Admission to Dedicated Parkinson's Unit Helps Outcomes

Kate Johnson

October 14, 2013

MONTREAL, Quebec, Canada — Patients with Parkinson's disease (PD) who are hospitalized for general medical reasons have improved outcomes if they are admitted to a specialized PD ward, suggests a British pilot study presented at the 3rd World Parkinson Congress (WPC).

"Care on a specialized Parkinson's unit reduced the omission of PD medication, improved the amount of PD medication given on time, was more highly rated by patients and carers, and was linked to a shorter length of stay," said lead investigator Rob Skelly, MD, consultant physician at the Royal Derby Hospital, a National Parkinson Foundation Centre of Excellence in Derby, United Kingdom.

PD support groups "have drawn attention to the problem of omitted and delayed PD medication when patients are admitted urgently to hospital," he told Medscape Medical News. "A desire to improve the situation was the motivation for our study."

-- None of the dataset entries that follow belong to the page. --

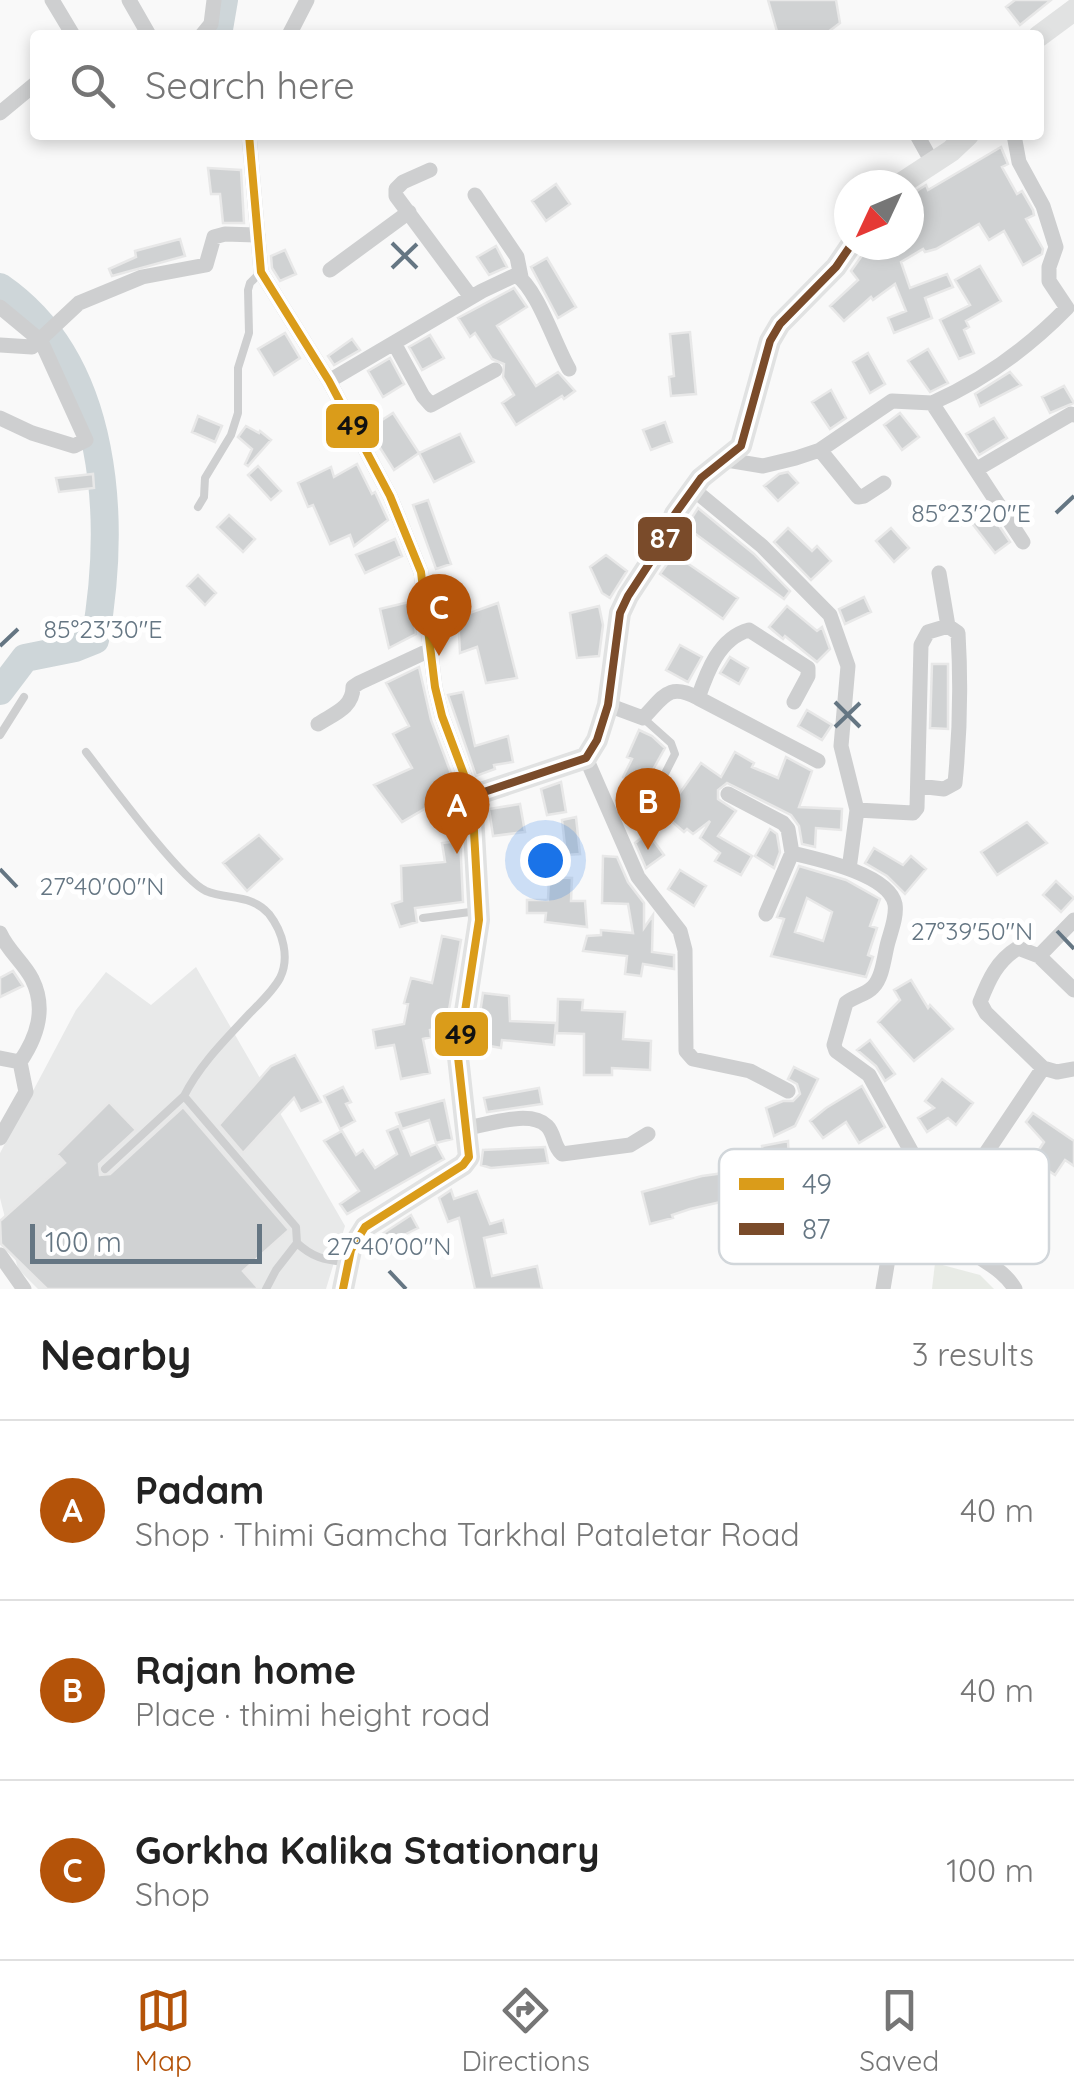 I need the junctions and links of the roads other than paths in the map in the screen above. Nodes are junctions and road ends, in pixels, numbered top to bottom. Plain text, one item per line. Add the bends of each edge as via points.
1 (52, 0) edge
2 (129, 0) edge
3 (214, 0) edge
4 (307, 0) edge
5 (1074, 10) edge
6 (70, 30) edge
7 (146, 30) edge
8 (206, 30) edge
9 (292, 30) edge
10 (1044, 32) edge
11 (30, 88) edge
12 (0, 113) edge
13 (250, 140) edge
14 (920, 140) edge
15 (961, 140) edge
16 (1015, 140) edge
17 (932, 162) junction
18 (430, 170) dead end
19 (921, 170) edge
20 (475, 195) dead end
21 (409, 212) junction
22 (258, 235) junction
23 (839, 260) edge
24 (330, 270) dead end
25 (262, 272) junction
26 (521, 276) junction
27 (471, 297) junction
28 (1070, 305) edge
29 (0, 307) edge
30 (1074, 327) edge
31 (41, 341) junction
32 (394, 342) junction
33 (0, 345) edge
34 (570, 368) dead end
35 (494, 370) dead end
36 (329, 381) junction
37 (932, 403) junction
38 (1074, 416) edge
39 (0, 418) edge
40 (820, 450) junction
41 (726, 460) junction
42 (977, 469) junction
43 (884, 483) dead end
44 (693, 489) junction
45 (198, 507) dead end
46 (1023, 542) dead end
47 (939, 573) dead end
48 (948, 626) junction
49 (430, 650) junction
50 (24, 697) dead end
51 (698, 698) junction
52 (794, 702) dead end
53 (608, 704) junction
54 (643, 718) junction
55 (318, 724) dead end
56 (0, 735) edge
57 (86, 752) dead end
58 (586, 758) junction
59 (818, 762) dead end
60 (918, 786) junction
61 (728, 794) dead end
62 (472, 796) junction
63 (856, 810) junction
64 (644, 827) dead end
65 (792, 853) junction
66 (848, 869) junction
67 (479, 911) junction
68 (766, 914) dead end
69 (422, 918) dead end
70 (1074, 920) edge
71 (0, 933) edge
72 (1039, 956) junction
73 (1074, 990) edge
74 (0, 1058) edge
75 (20, 1062) junction
76 (1043, 1068) junction
77 (1074, 1069) edge
78 (788, 1091) dead end
79 (184, 1096) junction
80 (467, 1128) junction
81 (648, 1134) dead end
82 (0, 1138) edge
83 (910, 1149) edge
84 (989, 1149) edge
85 (105, 1169) dead end
86 (297, 1243) junction
87 (0, 1254) edge
88 (886, 1264) edge
89 (984, 1264) edge
90 (346, 1273) edge
91 (24, 1289) edge
92 (266, 1289) edge
93 (883, 1289) edge
94 (1015, 1289) edge

1 - 6 street
2 - 7 street
3 - 8 street
4 - 9 street
5 - 10 street
11 - 12 street
13 - 22 street
14 - 17 street
15 - 17 street
16 - 28 street via 1056,247 1049,281
17 - 19 street
18 - 21 street via 396,189
20 - 26 street via 517,257
21 - 24 street
21 - 27 street
22 - 25 street
22 - 31 street via 214,237 206,265 142,277 79,303
23 - 41 street via 780,324 741,446
25 - 36 street
25 - 45 lane via 248,290 238,413 209,468
26 - 27 street
26 - 34 street
27 - 32 street
28 - 30 street
28 - 37 street via 1020,353
29 - 31 street
31 - 33 street via 32,347
31 - 39 street via 86,440 74,446
32 - 35 street via 431,405
32 - 36 street
36 - 49 street via 390,496 421,572
37 - 40 street via 892,400
37 - 42 street
38 - 42 street
40 - 41 street via 764,466
40 - 43 street via 858,497
41 - 44 street
42 - 46 street
44 - 53 street via 620,613
44 - 63 street via 830,615 848,666 841,746
47 - 48 street
48 - 60 street via 928,632 921,645
48 - 60 street via 958,633 960,668 955,783 944,790
49 - 55 street via 359,682 346,706
49 - 62 street via 442,716
50 - 56 lane
51 - 52 street via 718,654 748,630 808,668
51 - 54 street via 670,691
51 - 59 street
53 - 54 street
53 - 58 street
54 - 64 lane via 675,754
57 - 79 lane via 195,881 250,900 268,912 281,935 286,958 280,978
58 - 62 street
58 - 78 street via 638,876 680,931 686,1051
60 - 63 street via 913,813
61 - 65 street via 783,824
62 - 67 street
63 - 66 street
65 - 66 street
65 - 68 street
66 - 83 street via 890,893 895,915 878,978 872,989 846,1002 834,1045 869,1075
67 - 69 lane
67 - 80 street via 458,1057
70 - 72 street
71 - 75 street via 36,990 40,1025
72 - 73 street
72 - 76 street via 1018,948 1007,954 980,1002
74 - 75 street
75 - 82 street via 26,1092
76 - 77 street
76 - 84 street
79 - 85 lane
79 - 86 lane via 296,1226
80 - 81 street via 527,1118 545,1124 562,1154 630,1145
80 - 90 street via 471,1149 463,1165 366,1227
86 - 90 lane
86 - 92 lane
87 - 91 street
88 - 93 street
89 - 94 street via 1002,1271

"The issue of hospitalization is absolutely critical for Parkinson's patients," agreed Michael Okun, MD, national medical director of the US-based National Parkinson Foundation, who was not connected to the study. "Patients are being admitted to hospitals all over the world and not getting appropriate treatment. There are all sorts of preventable medical errors that are not being addressed," he said in an interview.

This single-center pilot study involved the establishment of a specialized PD ward within a general medical ward in a 1100-bed acute general hospital.

"The ward continued to act as a general medical ward as well as a Parkinson's unit. We typically have between 2 and 6 Parkinson's patients on the ward at any one time."

The ward kept a large stock of PD medications, and mandatory training by a geriatrician with a PD specialty was provided for about 60 people who staffed the ward, including nurses, nursing assistants, therapists, pharmacists, and junior doctors.

Training included four 1-hour sessions on recognition of Parkinson's symptoms, education about communication and swallowing problems, and education about therapy and medication, "in particular the importance of not omitting medication and which medications are contraindicated," Dr. Skelly said. "We also had an electronic prescription and administration system on the ward which allowed us to collect accurate data on medication and timing."

The study included 44 patients with PD: 24 admitted to the specialty ward and 20 admitted to the general medical wards.

"The PD patients were acute medical patients coming into hospital with most commonly pneumonia in about 25%-30% of cases, or urinary tract infections," said Dr. Skelly. "Their PD was a comorbidity."

Both groups were well-matched in terms of age, sex, disease stage, comorbid conditions, and preadmission Parkinson's medication, he reported.

The study found that median length of hospital stay was significantly shorter for patients on the PD ward than the general ward (9 vs 13 days; P = .043) and that there were fewer omissions of PD medication on the specialty ward (13% vs 20%).

"This represents a 7% absolute improvement or a 35% relative improvement," Dr. Skelly said.

"Of medication that was given, 50% was given on time in the general wards and 64% on the specialist unit," he added. "On the PD unit, no contraindicated medication was administered."

A satisfaction survey completed by patients and their caregivers rated care in the PD unit significantly better than care on the general ward.

 
These little details are not little — they add up to changes in length of stay, to economic problems for healthcare systems, and to lots of morbidity and even mortality. Dr. Michael Okun
 

"This study is a great testament to both identifying the problem and constructing an intervention that can make a difference in people's lives, and sometimes that is the difference between walking out of the hospital and not walking out of the hospital," said Dr. Okun, who is co-director of the Movement Disorders Center at the McKnight Brain Institute and the University of Florida College of Medicine in Gainesville.

"Timing means everything to Parkinson's patients and it can lead to aspiration pneumonia, or falls or fractures if they don't get their medications on time. These little details are not little — they add up to changes in length of stay, to economic problems for healthcare systems, and to lots of morbidity and even mortality."

He said the National Parkinson Foundation has been focused on researching the problem and helping patients advocate for themselves with the help of the Aware in Care kit.

"We've given 35,000 of these kits away for free and it has all the information a patient needs to survive hospitalization," he said. "The UK group is going one step beyond and creating a specialized unit."

Dr. Skelly has disclosed no relevant financial relationships. Dr. Okun reports no industry conflicts or disclosures but he does receive royalties for his recent book, Parkinson's Treatment: 10 Secrets to Happier Life, and other previous books.

3rd World Parkinson Congress (WPC). Abstract #P34.07. Presented October 4, 2013.